» PROBLEM REQUIREMENTS
Wherever "Gloria" occurs in the entries, copy the line that holds it.

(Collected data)
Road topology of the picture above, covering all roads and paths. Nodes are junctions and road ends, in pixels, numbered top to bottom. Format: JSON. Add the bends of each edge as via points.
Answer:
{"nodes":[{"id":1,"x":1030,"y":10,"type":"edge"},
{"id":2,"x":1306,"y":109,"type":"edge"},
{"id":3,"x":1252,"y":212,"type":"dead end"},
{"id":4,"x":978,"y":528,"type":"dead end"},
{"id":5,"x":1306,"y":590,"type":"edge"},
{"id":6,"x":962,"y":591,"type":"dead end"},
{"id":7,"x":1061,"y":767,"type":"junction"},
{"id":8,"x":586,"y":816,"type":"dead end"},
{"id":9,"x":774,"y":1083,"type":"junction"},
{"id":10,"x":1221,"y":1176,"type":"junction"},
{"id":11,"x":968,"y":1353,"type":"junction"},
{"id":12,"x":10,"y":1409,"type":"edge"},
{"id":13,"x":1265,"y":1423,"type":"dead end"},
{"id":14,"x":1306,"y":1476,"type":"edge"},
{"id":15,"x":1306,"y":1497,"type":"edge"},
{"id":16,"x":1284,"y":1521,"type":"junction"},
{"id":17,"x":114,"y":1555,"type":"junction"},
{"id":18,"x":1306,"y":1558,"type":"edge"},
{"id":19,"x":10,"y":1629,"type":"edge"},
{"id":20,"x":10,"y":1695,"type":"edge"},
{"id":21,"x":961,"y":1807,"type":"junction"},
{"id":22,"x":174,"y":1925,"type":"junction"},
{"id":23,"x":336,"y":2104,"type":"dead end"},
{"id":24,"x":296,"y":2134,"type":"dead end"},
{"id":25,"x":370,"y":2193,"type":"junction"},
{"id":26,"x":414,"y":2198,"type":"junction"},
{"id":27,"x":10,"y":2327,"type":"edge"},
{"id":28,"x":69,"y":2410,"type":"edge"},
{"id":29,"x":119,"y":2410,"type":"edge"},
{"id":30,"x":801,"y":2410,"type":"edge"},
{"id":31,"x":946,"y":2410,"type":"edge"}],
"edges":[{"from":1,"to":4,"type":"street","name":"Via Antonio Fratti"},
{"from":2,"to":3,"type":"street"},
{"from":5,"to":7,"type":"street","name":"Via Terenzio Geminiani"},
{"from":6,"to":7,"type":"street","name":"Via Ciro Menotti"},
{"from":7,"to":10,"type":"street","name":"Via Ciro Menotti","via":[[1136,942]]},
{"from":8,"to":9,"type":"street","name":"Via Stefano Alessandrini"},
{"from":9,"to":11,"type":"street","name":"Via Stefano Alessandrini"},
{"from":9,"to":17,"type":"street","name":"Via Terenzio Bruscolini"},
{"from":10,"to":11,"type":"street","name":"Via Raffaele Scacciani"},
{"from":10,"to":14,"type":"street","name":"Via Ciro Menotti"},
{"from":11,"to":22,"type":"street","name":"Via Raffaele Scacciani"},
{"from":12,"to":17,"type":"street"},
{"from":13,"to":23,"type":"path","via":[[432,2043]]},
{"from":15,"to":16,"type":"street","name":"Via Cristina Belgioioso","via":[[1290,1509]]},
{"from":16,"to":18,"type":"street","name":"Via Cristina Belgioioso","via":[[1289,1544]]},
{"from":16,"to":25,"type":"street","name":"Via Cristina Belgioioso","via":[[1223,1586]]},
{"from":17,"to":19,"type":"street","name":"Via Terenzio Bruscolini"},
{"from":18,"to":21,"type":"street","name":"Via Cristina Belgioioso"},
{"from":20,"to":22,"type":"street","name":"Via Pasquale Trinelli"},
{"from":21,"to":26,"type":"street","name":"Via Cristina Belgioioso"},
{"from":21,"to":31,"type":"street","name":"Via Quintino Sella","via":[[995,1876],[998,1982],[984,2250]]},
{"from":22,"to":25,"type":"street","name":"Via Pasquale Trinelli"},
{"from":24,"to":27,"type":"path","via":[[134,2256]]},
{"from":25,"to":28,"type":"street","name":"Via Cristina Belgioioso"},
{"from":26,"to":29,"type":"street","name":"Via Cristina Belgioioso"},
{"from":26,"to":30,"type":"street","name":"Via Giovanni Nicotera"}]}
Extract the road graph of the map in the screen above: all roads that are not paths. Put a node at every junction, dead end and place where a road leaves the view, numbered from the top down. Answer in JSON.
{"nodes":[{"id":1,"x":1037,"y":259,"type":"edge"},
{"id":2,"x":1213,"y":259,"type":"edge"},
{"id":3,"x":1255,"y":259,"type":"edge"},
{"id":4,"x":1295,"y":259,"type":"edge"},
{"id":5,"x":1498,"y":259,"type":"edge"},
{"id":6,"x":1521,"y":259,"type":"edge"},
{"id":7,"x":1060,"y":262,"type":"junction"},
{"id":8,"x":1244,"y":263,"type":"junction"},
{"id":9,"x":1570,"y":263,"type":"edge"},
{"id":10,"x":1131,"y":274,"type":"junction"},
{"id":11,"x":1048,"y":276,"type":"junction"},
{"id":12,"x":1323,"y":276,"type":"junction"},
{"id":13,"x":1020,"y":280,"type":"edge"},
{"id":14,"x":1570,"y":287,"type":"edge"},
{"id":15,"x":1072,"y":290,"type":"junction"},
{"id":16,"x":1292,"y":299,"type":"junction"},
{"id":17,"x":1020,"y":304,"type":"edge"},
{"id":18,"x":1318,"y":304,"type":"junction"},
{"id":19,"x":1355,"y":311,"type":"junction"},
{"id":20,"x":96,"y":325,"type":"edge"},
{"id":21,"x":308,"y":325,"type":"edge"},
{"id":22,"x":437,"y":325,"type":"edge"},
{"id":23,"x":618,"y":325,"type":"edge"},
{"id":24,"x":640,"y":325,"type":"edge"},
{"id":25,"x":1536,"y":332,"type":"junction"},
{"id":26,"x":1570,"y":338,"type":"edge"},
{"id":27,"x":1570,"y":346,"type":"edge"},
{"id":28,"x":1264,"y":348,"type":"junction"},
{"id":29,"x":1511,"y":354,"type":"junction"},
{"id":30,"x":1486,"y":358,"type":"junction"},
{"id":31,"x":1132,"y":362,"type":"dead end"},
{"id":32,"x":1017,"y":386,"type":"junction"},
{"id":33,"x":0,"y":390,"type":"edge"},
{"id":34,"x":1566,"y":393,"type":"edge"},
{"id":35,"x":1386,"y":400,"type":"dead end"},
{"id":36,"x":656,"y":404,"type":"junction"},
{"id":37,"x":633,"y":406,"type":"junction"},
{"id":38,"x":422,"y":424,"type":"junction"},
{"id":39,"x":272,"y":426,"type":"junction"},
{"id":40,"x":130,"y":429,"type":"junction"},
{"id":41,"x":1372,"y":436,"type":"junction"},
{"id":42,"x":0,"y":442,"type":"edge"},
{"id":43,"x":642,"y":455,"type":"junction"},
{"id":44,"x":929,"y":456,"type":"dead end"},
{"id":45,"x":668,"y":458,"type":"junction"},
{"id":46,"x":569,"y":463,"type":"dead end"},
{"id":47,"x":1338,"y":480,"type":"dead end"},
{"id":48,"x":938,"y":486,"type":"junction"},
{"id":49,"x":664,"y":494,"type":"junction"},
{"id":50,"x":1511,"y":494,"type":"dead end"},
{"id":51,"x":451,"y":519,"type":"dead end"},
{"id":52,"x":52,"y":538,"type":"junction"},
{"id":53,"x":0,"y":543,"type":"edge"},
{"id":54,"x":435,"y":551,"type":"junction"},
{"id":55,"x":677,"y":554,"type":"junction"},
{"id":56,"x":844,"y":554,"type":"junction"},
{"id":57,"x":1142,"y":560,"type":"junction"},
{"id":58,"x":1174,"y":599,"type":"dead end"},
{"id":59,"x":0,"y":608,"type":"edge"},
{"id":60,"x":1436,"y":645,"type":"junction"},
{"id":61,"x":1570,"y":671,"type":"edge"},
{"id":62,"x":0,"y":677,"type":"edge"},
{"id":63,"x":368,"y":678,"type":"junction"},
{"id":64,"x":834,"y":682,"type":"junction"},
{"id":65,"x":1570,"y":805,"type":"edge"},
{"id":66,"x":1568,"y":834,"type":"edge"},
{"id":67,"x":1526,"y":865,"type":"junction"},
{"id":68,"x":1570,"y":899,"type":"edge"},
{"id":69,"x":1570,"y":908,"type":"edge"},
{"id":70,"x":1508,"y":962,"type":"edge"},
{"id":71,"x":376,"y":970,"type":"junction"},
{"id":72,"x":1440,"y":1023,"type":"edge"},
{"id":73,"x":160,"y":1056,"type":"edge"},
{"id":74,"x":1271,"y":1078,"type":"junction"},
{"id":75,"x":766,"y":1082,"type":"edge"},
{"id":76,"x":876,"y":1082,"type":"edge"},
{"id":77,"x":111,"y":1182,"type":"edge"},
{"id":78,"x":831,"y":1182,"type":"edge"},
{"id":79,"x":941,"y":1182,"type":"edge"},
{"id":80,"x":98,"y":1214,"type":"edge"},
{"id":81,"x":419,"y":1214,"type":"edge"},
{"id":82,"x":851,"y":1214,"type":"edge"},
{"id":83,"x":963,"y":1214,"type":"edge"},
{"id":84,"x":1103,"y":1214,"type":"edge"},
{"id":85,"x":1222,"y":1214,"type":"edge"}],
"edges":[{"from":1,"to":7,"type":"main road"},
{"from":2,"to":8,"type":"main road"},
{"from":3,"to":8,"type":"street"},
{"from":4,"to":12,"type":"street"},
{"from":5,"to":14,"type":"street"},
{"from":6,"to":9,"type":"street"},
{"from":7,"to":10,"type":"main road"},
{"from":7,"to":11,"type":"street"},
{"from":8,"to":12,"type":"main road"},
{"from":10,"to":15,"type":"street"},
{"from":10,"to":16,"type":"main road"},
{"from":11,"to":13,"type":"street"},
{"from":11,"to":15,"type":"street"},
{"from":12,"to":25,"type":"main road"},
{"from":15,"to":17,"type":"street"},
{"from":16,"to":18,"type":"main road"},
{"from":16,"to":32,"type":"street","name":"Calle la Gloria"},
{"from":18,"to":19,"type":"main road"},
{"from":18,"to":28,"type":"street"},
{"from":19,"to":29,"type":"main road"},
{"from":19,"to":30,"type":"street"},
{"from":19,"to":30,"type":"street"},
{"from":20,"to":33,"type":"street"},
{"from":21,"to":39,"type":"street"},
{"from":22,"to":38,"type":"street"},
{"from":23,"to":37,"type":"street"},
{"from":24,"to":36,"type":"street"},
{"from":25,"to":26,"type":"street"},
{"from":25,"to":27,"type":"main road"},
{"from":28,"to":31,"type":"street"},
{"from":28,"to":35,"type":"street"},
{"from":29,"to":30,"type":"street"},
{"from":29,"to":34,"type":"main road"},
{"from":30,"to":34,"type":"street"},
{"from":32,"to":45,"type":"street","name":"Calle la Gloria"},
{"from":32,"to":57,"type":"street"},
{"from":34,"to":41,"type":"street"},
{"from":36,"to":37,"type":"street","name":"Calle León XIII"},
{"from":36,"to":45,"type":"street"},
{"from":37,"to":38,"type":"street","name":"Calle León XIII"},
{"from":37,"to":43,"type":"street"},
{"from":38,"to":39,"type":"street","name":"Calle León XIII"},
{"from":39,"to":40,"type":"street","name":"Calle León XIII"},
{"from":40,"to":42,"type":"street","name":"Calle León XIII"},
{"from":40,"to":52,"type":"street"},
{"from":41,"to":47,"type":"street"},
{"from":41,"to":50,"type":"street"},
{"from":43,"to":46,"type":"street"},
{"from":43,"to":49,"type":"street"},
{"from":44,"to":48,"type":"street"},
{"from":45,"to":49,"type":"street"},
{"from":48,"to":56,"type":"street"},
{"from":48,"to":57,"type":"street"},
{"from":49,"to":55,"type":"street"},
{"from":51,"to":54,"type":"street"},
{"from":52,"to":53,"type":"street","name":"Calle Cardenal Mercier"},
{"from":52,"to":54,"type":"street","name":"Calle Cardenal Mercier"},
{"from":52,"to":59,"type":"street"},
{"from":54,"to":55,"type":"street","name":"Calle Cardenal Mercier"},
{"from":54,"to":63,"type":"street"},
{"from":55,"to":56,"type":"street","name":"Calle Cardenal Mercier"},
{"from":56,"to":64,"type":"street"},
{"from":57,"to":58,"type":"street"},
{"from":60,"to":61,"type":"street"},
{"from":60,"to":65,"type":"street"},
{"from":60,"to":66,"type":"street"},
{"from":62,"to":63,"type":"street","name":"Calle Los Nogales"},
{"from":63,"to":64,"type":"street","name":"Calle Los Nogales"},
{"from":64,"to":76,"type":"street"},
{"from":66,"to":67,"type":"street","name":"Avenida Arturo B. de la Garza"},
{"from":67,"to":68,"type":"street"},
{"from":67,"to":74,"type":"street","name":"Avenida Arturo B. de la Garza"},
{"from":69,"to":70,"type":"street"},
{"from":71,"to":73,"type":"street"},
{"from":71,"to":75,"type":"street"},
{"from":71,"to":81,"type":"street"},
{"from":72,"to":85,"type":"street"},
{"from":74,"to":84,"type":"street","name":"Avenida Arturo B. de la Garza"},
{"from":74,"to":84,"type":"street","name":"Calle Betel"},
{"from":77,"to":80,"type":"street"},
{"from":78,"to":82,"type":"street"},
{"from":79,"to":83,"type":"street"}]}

» TASK RESPONSE
{"from":16,"to":32,"type":"street","name":"Calle la Gloria"},
{"from":32,"to":45,"type":"street","name":"Calle la Gloria"},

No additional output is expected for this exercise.